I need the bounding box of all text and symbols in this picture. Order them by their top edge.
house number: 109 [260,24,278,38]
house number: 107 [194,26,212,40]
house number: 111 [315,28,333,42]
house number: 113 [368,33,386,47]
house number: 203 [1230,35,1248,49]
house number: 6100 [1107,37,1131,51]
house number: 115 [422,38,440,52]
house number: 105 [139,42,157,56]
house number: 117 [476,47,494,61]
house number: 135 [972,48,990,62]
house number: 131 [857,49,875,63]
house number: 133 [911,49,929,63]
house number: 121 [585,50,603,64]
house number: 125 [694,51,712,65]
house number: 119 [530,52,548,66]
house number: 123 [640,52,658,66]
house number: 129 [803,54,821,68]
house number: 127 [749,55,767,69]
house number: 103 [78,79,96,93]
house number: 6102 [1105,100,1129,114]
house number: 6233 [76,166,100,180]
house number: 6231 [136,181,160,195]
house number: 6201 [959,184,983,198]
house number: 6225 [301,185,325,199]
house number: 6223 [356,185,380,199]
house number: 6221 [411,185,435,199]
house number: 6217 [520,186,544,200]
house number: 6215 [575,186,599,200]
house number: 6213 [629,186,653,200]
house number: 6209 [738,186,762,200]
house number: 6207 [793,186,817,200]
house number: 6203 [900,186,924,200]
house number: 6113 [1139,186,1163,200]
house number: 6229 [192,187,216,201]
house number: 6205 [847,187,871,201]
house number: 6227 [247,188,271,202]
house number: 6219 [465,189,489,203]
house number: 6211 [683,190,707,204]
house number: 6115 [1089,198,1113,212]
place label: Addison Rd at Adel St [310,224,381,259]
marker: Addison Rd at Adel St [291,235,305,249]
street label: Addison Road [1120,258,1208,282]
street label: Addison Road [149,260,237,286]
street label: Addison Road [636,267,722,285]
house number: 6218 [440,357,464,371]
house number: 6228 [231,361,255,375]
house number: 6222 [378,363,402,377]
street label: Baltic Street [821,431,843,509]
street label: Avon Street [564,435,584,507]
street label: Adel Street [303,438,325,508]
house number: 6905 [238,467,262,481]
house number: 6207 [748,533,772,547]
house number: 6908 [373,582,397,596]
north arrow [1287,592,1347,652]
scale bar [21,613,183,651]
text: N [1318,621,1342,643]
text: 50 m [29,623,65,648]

__________________________________________________

TRY IT: Retype each line above exactly as written.

RESPONSE TO THIS TASK:
I need the bounding box of all text and symbols in this picture. Order them by their top edge.
house number: 109 [260,24,278,38]
house number: 107 [194,26,212,40]
house number: 111 [315,28,333,42]
house number: 113 [368,33,386,47]
house number: 203 [1230,35,1248,49]
house number: 6100 [1107,37,1131,51]
house number: 115 [422,38,440,52]
house number: 105 [139,42,157,56]
house number: 117 [476,47,494,61]
house number: 135 [972,48,990,62]
house number: 131 [857,49,875,63]
house number: 133 [911,49,929,63]
house number: 121 [585,50,603,64]
house number: 125 [694,51,712,65]
house number: 119 [530,52,548,66]
house number: 123 [640,52,658,66]
house number: 129 [803,54,821,68]
house number: 127 [749,55,767,69]
house number: 103 [78,79,96,93]
house number: 6102 [1105,100,1129,114]
house number: 6233 [76,166,100,180]
house number: 6231 [136,181,160,195]
house number: 6201 [959,184,983,198]
house number: 6225 [301,185,325,199]
house number: 6223 [356,185,380,199]
house number: 6221 [411,185,435,199]
house number: 6217 [520,186,544,200]
house number: 6215 [575,186,599,200]
house number: 6213 [629,186,653,200]
house number: 6209 [738,186,762,200]
house number: 6207 [793,186,817,200]
house number: 6203 [900,186,924,200]
house number: 6113 [1139,186,1163,200]
house number: 6229 [192,187,216,201]
house number: 6205 [847,187,871,201]
house number: 6227 [247,188,271,202]
house number: 6219 [465,189,489,203]
house number: 6211 [683,190,707,204]
house number: 6115 [1089,198,1113,212]
place label: Addison Rd at Adel St [310,224,381,259]
marker: Addison Rd at Adel St [291,235,305,249]
street label: Addison Road [1120,258,1208,282]
street label: Addison Road [149,260,237,286]
street label: Addison Road [636,267,722,285]
house number: 6218 [440,357,464,371]
house number: 6228 [231,361,255,375]
house number: 6222 [378,363,402,377]
street label: Baltic Street [821,431,843,509]
street label: Avon Street [564,435,584,507]
street label: Adel Street [303,438,325,508]
house number: 6905 [238,467,262,481]
house number: 6207 [748,533,772,547]
house number: 6908 [373,582,397,596]
north arrow [1287,592,1347,652]
scale bar [21,613,183,651]
text: N [1318,621,1342,643]
text: 50 m [29,623,65,648]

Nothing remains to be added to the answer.